Uyandığımda hava kararmıştı. Karnım açlıktan adeta zil çalıyordu. Giyinip aşağıya indim. Binayla deniz arasına konan altı masa vardı. Etrafı, uzun beyaz, ağaç dallarına dolanmış kabloya eklenmiş olan ampuller aydınlatıyorlardı. Diğer masalar yemeğe çoktan başlamışlardı. Pakize Hanım'ın eşi Mahmut Bey, saygıyla yanıma yaklaşarak menüde bulunan yemekleri sıraladı. Benim içinde uygun olduğunu söylememden sonra mutfağa doğru yöneldi.

   Bardağımdaki buzların üzerlerine döktüğüm rakıyla buluşmalarını izlerken mest olmuştum, hele o anason kokusu, yok mu. İlk yudumu alırken diğer masalara şöyle bir göz attım. Yaşlı bir çiftin masasında bir haraket vardı. Adam elindeki şalı  eşinin omuzlarına yerleştirdikten sonra kalkmasına yardım etti.

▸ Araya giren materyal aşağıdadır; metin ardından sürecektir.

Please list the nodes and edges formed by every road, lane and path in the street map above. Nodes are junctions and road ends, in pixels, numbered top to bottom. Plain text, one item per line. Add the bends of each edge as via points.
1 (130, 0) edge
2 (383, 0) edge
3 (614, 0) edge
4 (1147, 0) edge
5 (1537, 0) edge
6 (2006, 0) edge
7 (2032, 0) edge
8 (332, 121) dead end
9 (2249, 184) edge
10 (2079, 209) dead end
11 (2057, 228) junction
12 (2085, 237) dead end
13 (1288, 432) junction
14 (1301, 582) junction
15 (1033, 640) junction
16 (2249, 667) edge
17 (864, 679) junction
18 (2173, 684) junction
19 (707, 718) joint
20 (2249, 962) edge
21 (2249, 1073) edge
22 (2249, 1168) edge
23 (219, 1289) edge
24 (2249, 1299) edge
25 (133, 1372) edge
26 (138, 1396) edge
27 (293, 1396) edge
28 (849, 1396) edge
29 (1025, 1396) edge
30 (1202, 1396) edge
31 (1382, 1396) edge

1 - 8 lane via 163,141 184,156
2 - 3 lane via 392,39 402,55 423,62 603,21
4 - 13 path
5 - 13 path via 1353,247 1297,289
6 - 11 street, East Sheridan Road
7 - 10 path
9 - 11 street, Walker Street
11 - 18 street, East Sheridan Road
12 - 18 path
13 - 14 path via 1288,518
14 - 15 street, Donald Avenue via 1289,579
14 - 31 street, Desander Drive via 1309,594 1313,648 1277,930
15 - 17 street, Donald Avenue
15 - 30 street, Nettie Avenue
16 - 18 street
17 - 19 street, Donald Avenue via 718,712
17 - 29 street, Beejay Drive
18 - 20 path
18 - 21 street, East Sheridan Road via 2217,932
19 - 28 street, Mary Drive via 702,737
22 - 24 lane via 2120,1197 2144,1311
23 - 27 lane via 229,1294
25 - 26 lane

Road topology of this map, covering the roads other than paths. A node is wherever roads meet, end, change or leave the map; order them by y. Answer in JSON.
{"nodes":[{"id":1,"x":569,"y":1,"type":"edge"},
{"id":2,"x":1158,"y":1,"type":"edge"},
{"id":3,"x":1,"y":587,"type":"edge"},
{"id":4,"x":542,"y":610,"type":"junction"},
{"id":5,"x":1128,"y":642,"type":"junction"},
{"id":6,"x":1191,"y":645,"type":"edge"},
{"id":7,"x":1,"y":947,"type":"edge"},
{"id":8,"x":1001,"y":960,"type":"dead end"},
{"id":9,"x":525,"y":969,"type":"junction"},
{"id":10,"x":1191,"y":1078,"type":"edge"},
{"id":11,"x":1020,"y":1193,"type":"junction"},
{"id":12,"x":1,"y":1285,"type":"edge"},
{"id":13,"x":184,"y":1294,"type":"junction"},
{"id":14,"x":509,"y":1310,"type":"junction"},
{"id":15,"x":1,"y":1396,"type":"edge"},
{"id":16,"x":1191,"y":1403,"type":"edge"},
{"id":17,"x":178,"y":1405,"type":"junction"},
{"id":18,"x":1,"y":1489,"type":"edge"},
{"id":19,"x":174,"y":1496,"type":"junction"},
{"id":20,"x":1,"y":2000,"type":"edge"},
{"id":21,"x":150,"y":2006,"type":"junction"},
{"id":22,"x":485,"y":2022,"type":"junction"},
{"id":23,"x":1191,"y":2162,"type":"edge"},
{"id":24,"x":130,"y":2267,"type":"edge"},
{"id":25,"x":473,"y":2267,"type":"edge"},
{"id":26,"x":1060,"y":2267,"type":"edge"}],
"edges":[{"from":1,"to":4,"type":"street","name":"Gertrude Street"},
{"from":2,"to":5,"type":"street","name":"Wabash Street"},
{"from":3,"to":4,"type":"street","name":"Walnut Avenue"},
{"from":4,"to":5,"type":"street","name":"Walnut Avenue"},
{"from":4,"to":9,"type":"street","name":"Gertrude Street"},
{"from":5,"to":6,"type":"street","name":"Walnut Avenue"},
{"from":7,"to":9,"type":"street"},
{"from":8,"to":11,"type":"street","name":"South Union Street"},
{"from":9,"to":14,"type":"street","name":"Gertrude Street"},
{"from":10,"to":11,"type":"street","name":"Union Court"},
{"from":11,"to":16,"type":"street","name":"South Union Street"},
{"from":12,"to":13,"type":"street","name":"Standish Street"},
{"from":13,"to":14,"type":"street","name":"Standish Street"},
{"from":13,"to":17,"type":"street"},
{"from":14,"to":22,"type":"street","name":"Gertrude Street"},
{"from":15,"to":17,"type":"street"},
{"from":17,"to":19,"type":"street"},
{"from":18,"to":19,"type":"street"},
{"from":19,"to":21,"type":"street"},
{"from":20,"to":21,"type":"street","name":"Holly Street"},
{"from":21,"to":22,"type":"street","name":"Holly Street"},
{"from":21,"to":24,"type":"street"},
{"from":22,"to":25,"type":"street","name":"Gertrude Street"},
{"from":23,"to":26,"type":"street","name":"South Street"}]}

Eşinin kolunu tutup özenle kendi kolunun arasına yerleştirdikten sonra ''iyi geceler'' dileyerek, ağır adımlarla pansiyona doğru yöneldiler. Diğer masada ki çift çocuklarını henüz uyutmuş pusete yerleştirmiş, sessizce konuşuyor, gülümsüyorlardı. Muhabbet onlar için yeni başlıyordu.

   İkinci kadehe geçmiş, dalmıştım ki bir ud sesi çalındı; çakıl taşlarına vuran suyun sesiyle dolmuş olan kulaklarıma. Daha güzel hiçbir şey eşlik edemezdi, masamdaki kadehim ve geceme...

   Odaya çıkıp yastığa kafamı koyduğumda ilk defa Ahmet'in o an ne yaptığını düşünmüştüm. Ayrılma kararı arifesinde de, sonrasında da O'nun içinde iyi olanı dilemiştim, hep. İkimizin içinde de bizi peşinden sürükleyebilecek, devam edebilmek için ihtiyacımız olan, istek kalmamıştı. Hiçbir zaman evliliğin standartları  olduğuna, belli kalıplar içinde yaşanılması gerektiğine inanmamıştım, zaten. Ama yaşadığını hissedebilmeliydi, insan. Benimkiler kadar Ahmet'in de, yaşadığını hissedemeden geçirmiş olduğu günler için üzülüyordum. Umuyorum ki; O'da silkelenir ve tekrar nefes almaya başlar.

   Sabah gözlerimi açtığımda, tekrar filmin başrol oyuncusuydum. Demli çay ve tatlı sohpetin eşlik ettiği kahvaltıdan sonra Mahmut Bey ve Pakize Hanım'la vedalaşarak yola koyuldum.